Three-pass protocol

The Massey- Omura scheme is a cryptosystem which allows two parties without the existence of public keys or shared secret keys exchange messages confidential. It is based on the difficulty of the discrete logarithm.

The Massey- Omura scheme was developed in 1983 by the cryptographer James Massey and Jim Omura.

Requirements

Condition of Massey- Omura scheme is the common knowledge of all participants to a large prime number.

In addition, each participant generated for communication a key with which to be relatively prime, so it is valid.

This is determined the number (for example, by means of the extended Euclidean algorithm ). It is the multiplicative inverse of modulo. Hence:.

Now applies to all messages:

Due to the small set of Fermat.

Expiration

As an example, one participant A is to transmit the confidential message to subscriber B. They have both, in addition, each knows only its own key and or and.

A now forms and sends the resulting number of B.

B exponenziert with the received message and responds.

A is generated, which corresponds according to the little theorem of Fermat and sends it back to B. Thus A has the effect of exponentiation with the " lifted " only known to him. However, the message is still " protected" by the exponentiation or encrypted.

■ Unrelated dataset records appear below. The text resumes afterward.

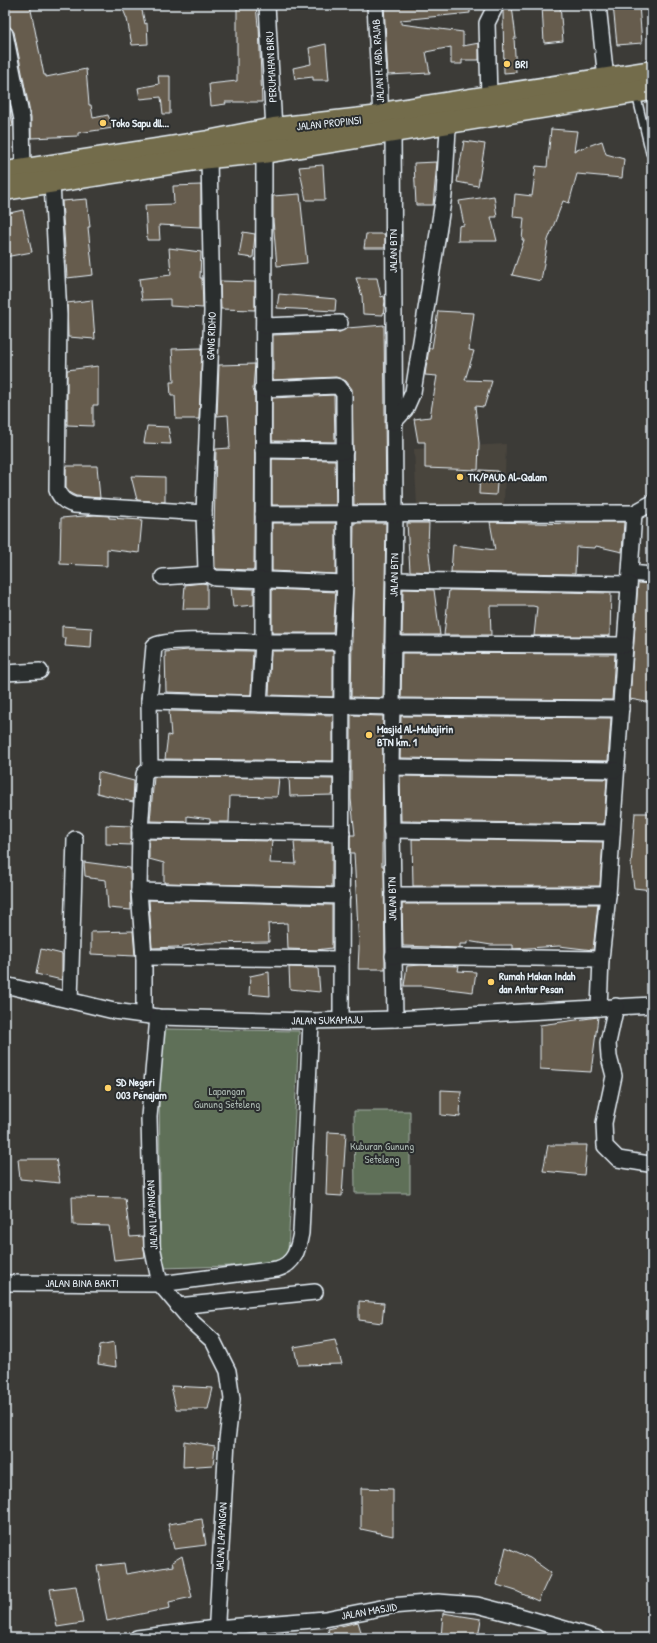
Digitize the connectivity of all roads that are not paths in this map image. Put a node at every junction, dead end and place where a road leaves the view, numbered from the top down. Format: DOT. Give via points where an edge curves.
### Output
graph roads {
  1 [pos="267,5"];
  2 [pos="375,5"];
  3 [pos="496,5"];
  4 [pos="598,5"];
  5 [pos="5,34"];
  6 [pos="652,72"];
  7 [pos="606,79"];
  8 [pos="644,91"];
  9 [pos="489,97"];
  10 [pos="449,113"];
  11 [pos="387,124"];
  12 [pos="274,129"];
  13 [pos="264,152"];
  14 [pos="652,155"];
  15 [pos="209,158"];
  16 [pos="14,172"];
  17 [pos="52,183"];
  18 [pos="5,190"];
  19 [pos="340,323"];
  20 [pos="264,326"];
  21 [pos="262,389"];
  22 [pos="394,422"];
  23 [pos="264,450"];
  24 [pos="345,451"];
  25 [pos="652,503"];
  26 [pos="634,513"];
  27 [pos="204,514"];
  28 [pos="263,514"];
  29 [pos="344,514"];
  30 [pos="395,515"];
  31 [pos="208,574"];
  32 [pos="652,575"];
  33 [pos="163,577"];
  34 [pos="263,579"];
  35 [pos="630,579"];
  36 [pos="394,580"];
  37 [pos="345,583"];
  38 [pos="263,642"];
  39 [pos="342,642"];
  40 [pos="393,644"];
  41 [pos="625,645"];
  42 [pos="40,671"];
  43 [pos="5,673"];
  44 [pos="149,701"];
  45 [pos="259,704"];
  46 [pos="342,706"];
  47 [pos="391,707"];
  48 [pos="621,709"];
  49 [pos="391,767"];
  50 [pos="150,768"];
  51 [pos="342,770"];
  52 [pos="616,770"];
  53 [pos="140,830"];
  54 [pos="391,830"];
  55 [pos="342,833"];
  56 [pos="612,833"];
  57 [pos="75,839"];
  58 [pos="139,891"];
  59 [pos="393,895"];
  60 [pos="608,895"];
  61 [pos="342,896"];
  62 [pos="393,956"];
  63 [pos="144,958"];
  64 [pos="341,959"];
  65 [pos="601,959"];
  66 [pos="5,985"];
  67 [pos="70,1000"];
  68 [pos="652,1004"];
  69 [pos="616,1006"];
  70 [pos="599,1008"];
  71 [pos="151,1016"];
  72 [pos="395,1019"];
  73 [pos="341,1020"];
  74 [pos="311,1021"];
  75 [pos="652,1162"];
  76 [pos="5,1283"];
  77 [pos="160,1284"];
  78 [pos="316,1292"];
  79 [pos="178,1306"];
  80 [pos="216,1633"];
  81 [pos="137,1638"];
  82 [pos="596,1638"];
  1 -- 12 [label="street, PERUMAHAN BIRU"];
  2 -- 11 [label="street, JALAN H. ABD. RAJAB"];
  3 -- 9 [label="street" via="487,23"];
  4 -- 7 [label="street"];
  5 -- 16 [label="street" via="22,120"];
  6 -- 7 [label="highway"];
  7 -- 9 [label="highway"];
  8 -- 10 [label="highway"];
  8 -- 14 [label="lane"];
  9 -- 10 [label="highway"];
  10 -- 11 [label="highway"];
  10 -- 22 [label="street" via="444,195 413,392 405,410"];
  11 -- 12 [label="highway, JALAN PROPINSI"];
  11 -- 13 [label="highway"];
  11 -- 22 [label="street, JALAN BTN"];
  12 -- 16 [label="highway, JALAN PROPINSI" via="208,142"];
  13 -- 15 [label="highway"];
  13 -- 20 [label="street"];
  15 -- 17 [label="highway"];
  15 -- 27 [label="street, GANG RIDHO" via="212,311"];
  17 -- 18 [label="highway"];
  17 -- 27 [label="street" via="59,315 57,490 60,497 74,505"];
  19 -- 20 [label="street"];
  20 -- 21 [label="street"];
  21 -- 23 [label="street"];
  21 -- 24 [label="street" via="339,387 344,394"];
  22 -- 30 [label="street, JALAN BTN"];
  23 -- 24 [label="street"];
  23 -- 28 [label="street"];
  24 -- 29 [label="street"];
  25 -- 26 [label="street"];
  26 -- 30 [label="street"];
  26 -- 35 [label="street"];
  27 -- 31 [label="street, GANG RIDHO"];
  28 -- 29 [label="street"];
  28 -- 34 [label="street"];
  29 -- 30 [label="street"];
  29 -- 37 [label="street"];
  30 -- 36 [label="street, JALAN BTN"];
  31 -- 33 [label="street"];
  31 -- 34 [label="street" via="215,578"];
  32 -- 35 [label="street"];
  34 -- 37 [label="street"];
  34 -- 38 [label="street"];
  35 -- 36 [label="street"];
  35 -- 41 [label="street"];
  36 -- 40 [label="street, JALAN BTN"];
  37 -- 39 [label="street"];
  38 -- 39 [label="street"];
  38 -- 44 [label="street" via="157,643 152,654"];
  38 -- 45 [label="street"];
  39 -- 46 [label="street"];
  40 -- 41 [label="street"];
  40 -- 47 [label="street, JALAN BTN"];
  41 -- 48 [label="street"];
  42 -- 43 [label="street"];
  44 -- 45 [label="street"];
  44 -- 50 [label="street"];
  45 -- 46 [label="street"];
  46 -- 47 [label="street"];
  46 -- 51 [label="street"];
  47 -- 48 [label="street"];
  47 -- 49 [label="street, JALAN BTN"];
  48 -- 52 [label="street"];
  49 -- 52 [label="street"];
  49 -- 54 [label="street, JALAN BTN"];
  50 -- 51 [label="street"];
  50 -- 53 [label="street, JALAN LAPANGAN" via="144,774"];
  51 -- 55 [label="street"];
  52 -- 56 [label="street"];
  53 -- 55 [label="street"];
  53 -- 58 [label="street, JALAN LAPANGAN"];
  54 -- 56 [label="street"];
  54 -- 59 [label="street, JALAN BTN"];
  55 -- 61 [label="street"];
  56 -- 60 [label="street"];
  57 -- 67 [label="street"];
  58 -- 61 [label="street"];
  58 -- 63 [label="street, JALAN LAPANGAN"];
  59 -- 60 [label="street"];
  59 -- 62 [label="street, JALAN BTN"];
  60 -- 65 [label="street"];
  61 -- 64 [label="street"];
  62 -- 65 [label="street"];
  62 -- 72 [label="street, JALAN BTN"];
  63 -- 64 [label="street"];
  63 -- 71 [label="street, JALAN LAPANGAN"];
  64 -- 73 [label="street"];
  65 -- 70 [label="street"];
  66 -- 67 [label="street, JALAN SUKAMAJU"];
  67 -- 71 [label="street, JALAN SUKAMAJU" via="114,1011"];
  68 -- 69 [label="street, JALAN SUKAMAJU"];
  69 -- 70 [label="street, JALAN SUKAMAJU"];
  69 -- 75 [label="street" via="608,1043 614,1076 604,1123 605,1146 618,1159 649,1164"];
  70 -- 72 [label="street, JALAN SUKAMAJU"];
  71 -- 74 [label="street, JALAN SUKAMAJU"];
  71 -- 77 [label="street, JALAN LAPANGAN" via="149,1117 152,1246"];
  72 -- 73 [label="street, JALAN SUKAMAJU"];
  73 -- 74 [label="street, JALAN SUKAMAJU"];
  74 -- 77 [label="street, JALAN BINA BAKTI" via="302,1233 295,1256 284,1267 277,1269"];
  76 -- 77 [label="street, JALAN BINA BAKTI"];
  77 -- 79 [label="street, JALAN LAPANGAN"];
  78 -- 79 [label="street"];
  79 -- 80 [label="street, JALAN LAPANGAN" via="213,1341 228,1371 232,1399 227,1440"];
  80 -- 81 [label="street, JALAN MASJID"];
  80 -- 82 [label="street, JALAN MASJID" via="325,1619 392,1606 438,1602 516,1614"];
}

B can now win by exponentiation with the message: .

From all the messages exchanged can not be deduced without knowledge of the key participants.

Safety considerations

The Massay - Omura scheme is secure against passive eavesdropping of messages, that third parties can not be returned close to the original text of the messages exchanged. However, it is vulnerable to a man-in -the -middle attack ( Janus attack). By the assumed severity of computing discrete logarithms is to open up the original text almost impossible elected by a participant T key and using a recorded through message even with existing knowledge.